The DVD extras are generous and revealing. Unlike the deleted scenes from Gordon's "A Midnight Clear," which did seem disposable, I felt all these cut scenes SHOULD have been restored for a "Waking the Dead" Extended Cut. It's sad that they can't be part of the regular narrative; they add a wealth of character development and detail that would have made the theatrical version even richer. Ed Harris, in particular, is deservedly singled out by Gordon's commentary and reviewers here for his exceptional portrayal of a disgraced congressman.
I read the book AFTER I saw the film, being inspired to learn more about this story's genesis. While very fine, I have to say that I still prefer the movie and its more immediate impact. But that's par for the course -- I tend to always prefer the medium in which I was first exposed to something, be it print form or cinematic. I would recommend the novel to anyone who likes the picture. But I note with some bemusement that Fielding seems a much less likable fellow in the book.
A tragic love story you'll never forget
Stephen Hall | Woodstock, GA United States | 08/06/2002
(5 out of 5 stars)
"Writer-director Keith Gordon's "Waking the Dead" caught me off guard and - dare I say it? - moved me to tears. But what's almost as sad as the movie itself is that this 1999 release - which works beautifully as both a tragic love story and a psychological thriller - slipped in and out of theaters virtually unnoticed.Based on the novel by Scott Spencer, the film opens in 1972, where we meet Fielding Pierce (Billy Crudup), a young U.S. Coast Guard officer with big political ambitions. He meets Sarah Williams (Jennifer Connelly), a secretary and political activist who works at his hippie brother's New York publishing house, and the two are smitten right away. But tragedy strikes ...Without giving too much away, I will say that "Waking the Dead" cuts back and forth between the early '70s and the early '80s, producing a subjective, stream-of-consciousness narrative that manages to be compelling instead of confusing. Also, I liked the use of color and lighting to visually differentiate between the '70s scenes (warm earth tones) and the '80s scenes (cold, dark colors).But unlike "The Matrix" and "Memento," which used subjective narrative to play head games with the audience as its central gimmick, "Waking the Dead" is after bigger game. The ambiguity surrounding Sarah underscores how deeply her memory haunts Fielding, the toll it has taken on his mental state, and how deeply they love each other, despite the cruel blow fate has dealt them.The soundtrack also features lovely songs by Joni Mitchell ("A Case of You"), Lori Carson ("Snow Come Down") and Peter Gabriel ("Mercy Street"); alas, no soundtrack CD was ever made. The DVD also includes 45 minutes of deleted scenes, including a brief but engaging performance by Ed Harris, whose character only appeared onscreen (in TV footage, no less) for about 10 seconds in the final cut.Just make sure you have a box of tissues and a wastebasket handy before you push "play." You have been warned."

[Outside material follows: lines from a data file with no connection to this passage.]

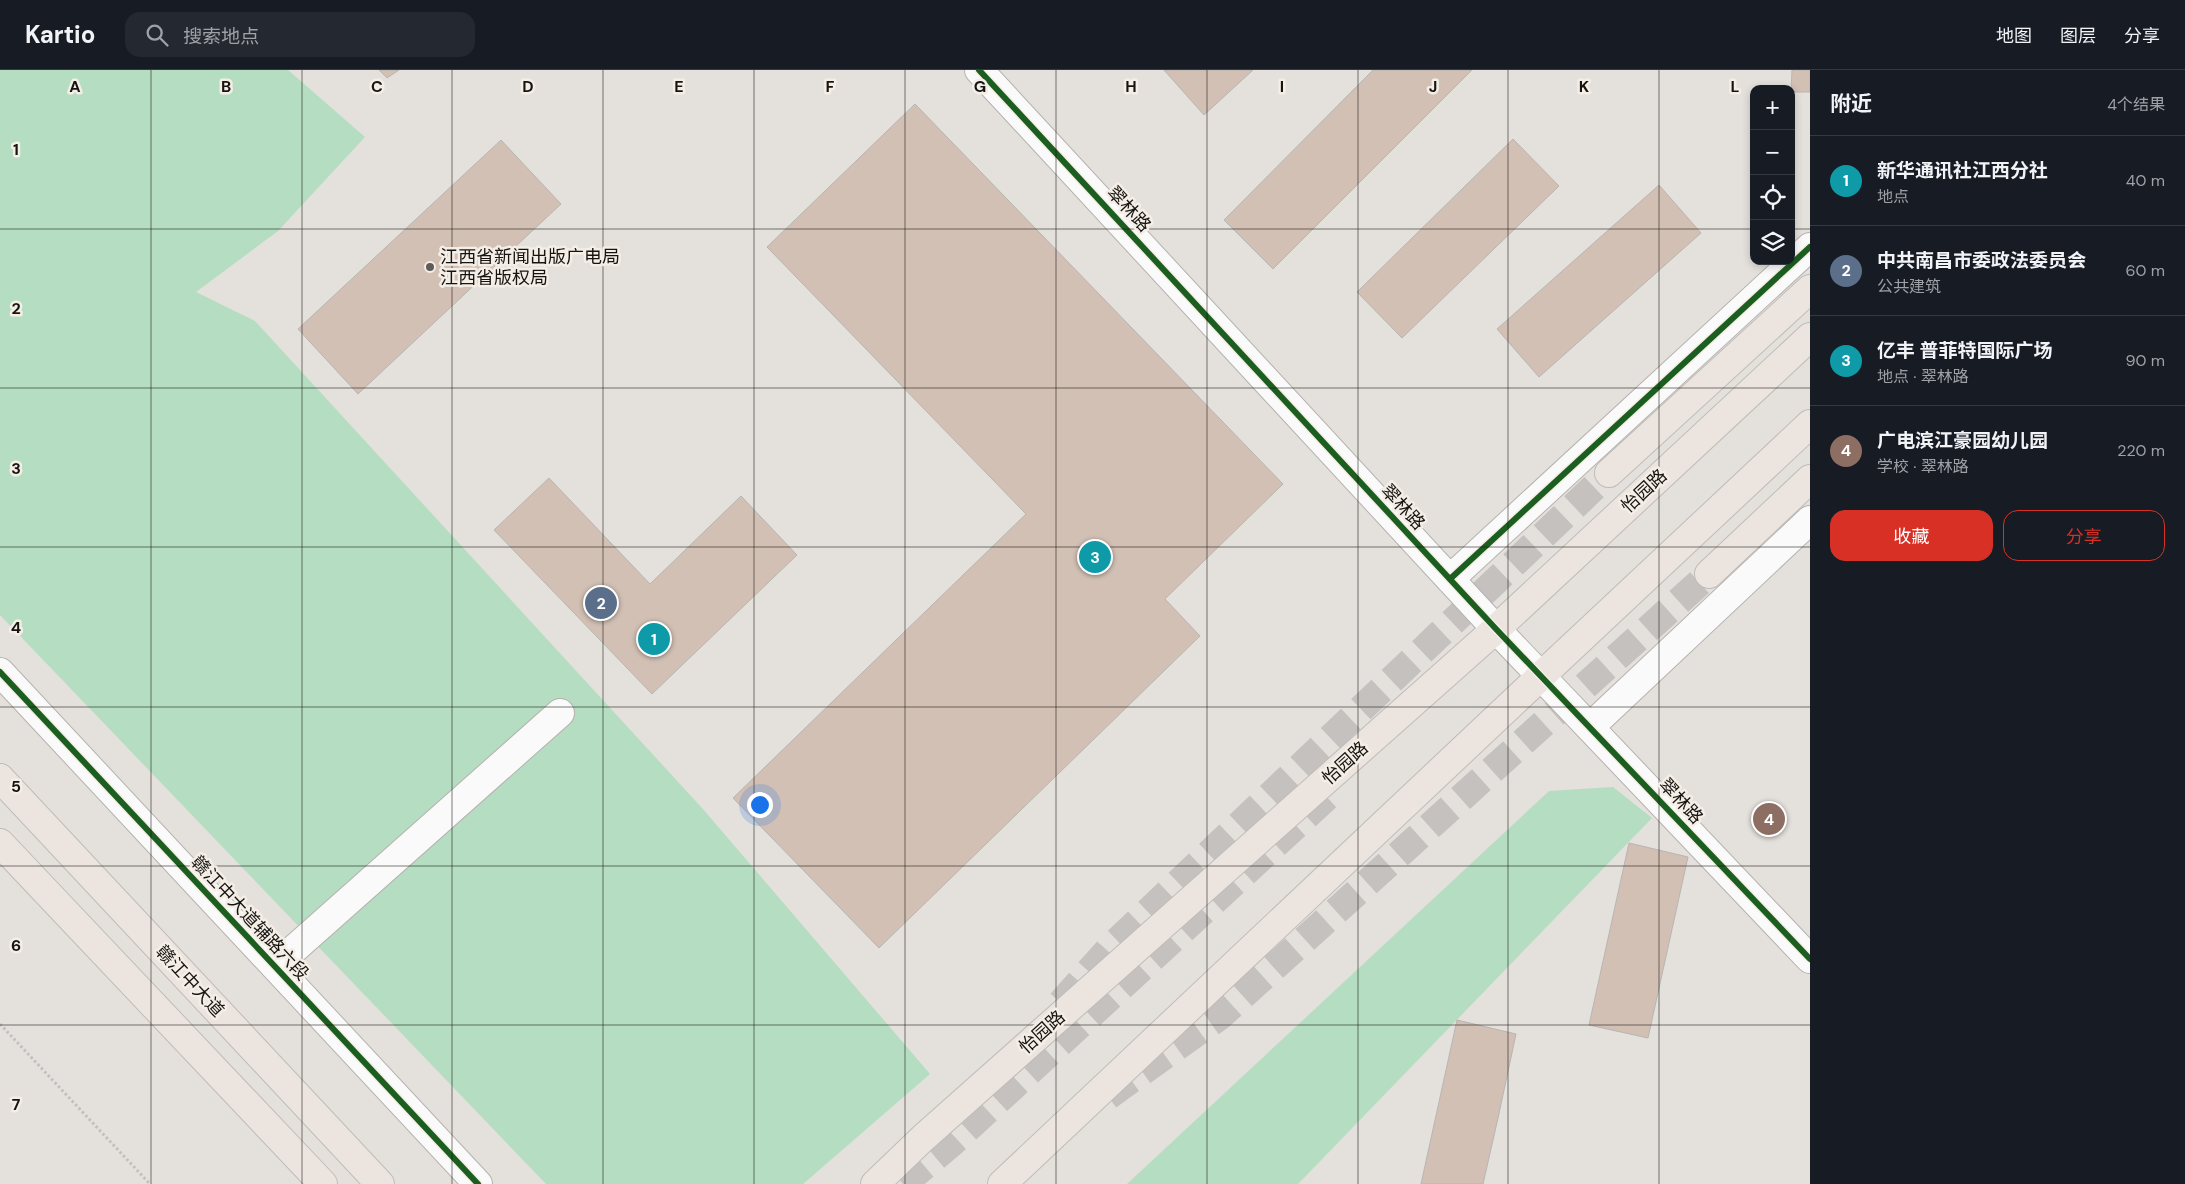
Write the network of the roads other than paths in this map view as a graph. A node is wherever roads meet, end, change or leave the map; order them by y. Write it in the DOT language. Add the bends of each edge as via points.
graph roads {
  1 [pos="980,70"];
  2 [pos="1810,247"];
  3 [pos="1810,290"];
  4 [pos="1810,337"];
  5 [pos="1810,424"];
  6 [pos="1610,473"];
  7 [pos="1810,479"];
  8 [pos="1810,520"];
  9 [pos="1708,574"];
  10 [pos="1450,579"];
  11 [pos="1496,629"];
  12 [pos="0,672"];
  13 [pos="1540,676"];
  14 [pos="560,713"];
  15 [pos="1590,727"];
  16 [pos="0,778"];
  17 [pos="0,843"];
  18 [pos="1810,960"];
  19 [pos="274,966"];
  20 [pos="923,1138"];
  21 [pos="322,1184"];
  22 [pos="380,1184"];
  23 [pos="478,1184"];
  24 [pos="868,1184"];
  25 [pos="874,1184"];
  26 [pos="1002,1184"];
  1 -- 10 [label="street, 翠林路"];
  2 -- 10 [label="street"];
  3 -- 6 [label="main road"];
  4 -- 11 [label="main road, 怡园路"];
  5 -- 13 [label="main road"];
  7 -- 9 [label="main road"];
  8 -- 15 [label="street"];
  10 -- 11 [label="street, 翠林路"];
  11 -- 13 [label="street, 翠林路"];
  11 -- 20 [label="main road, 怡园路"];
  12 -- 19 [label="street, 赣江中大道辅路六段"];
  13 -- 15 [label="street, 翠林路"];
  13 -- 26 [label="main road"];
  14 -- 19 [label="street"];
  15 -- 18 [label="street, 翠林路"];
  16 -- 22 [label="main road, 赣江中大道"];
  17 -- 21 [label="main road"];
  19 -- 23 [label="street, 赣江中大道辅路六段"];
  20 -- 24 [label="street"];
  20 -- 25 [label="main road, 怡园路"];
}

Crudup at his absolute best
Chelle | 04/13/2002
(4 out of 5 stars)
"The film itself, the style and political aspect/theme, did not impress me. There's nothing particularly compelling about the flashbacks-style wise-that drive the story. But what sets this film apart from others, what motivated me to keep watching, was Billy Crudup. Granted, I'm incredibly taken with this outstanding actor, but his performance in *Waking the Dead* surprised even me. Crudup would have been the finest of actors in the days of silent movies because his facial expressions are exquisite. He need never speak a word and yet you would swear that you felt every emotion that his character felt right along with him. In my mind there is no one comparable to him in this regard. Perhaps it is just that he has this truly remarkable presence. You want to watch him no matter what subject he is dealing with on screen because he somehow makes you care.Aside from his acting, or perhaps more aptly *because* of it, this movie is painfully, beautifully, intimate. At times it felt like I was witnessing things I had no right to. And because of that atmosphere I knew I had to own it within twenty-four hours of viewing it."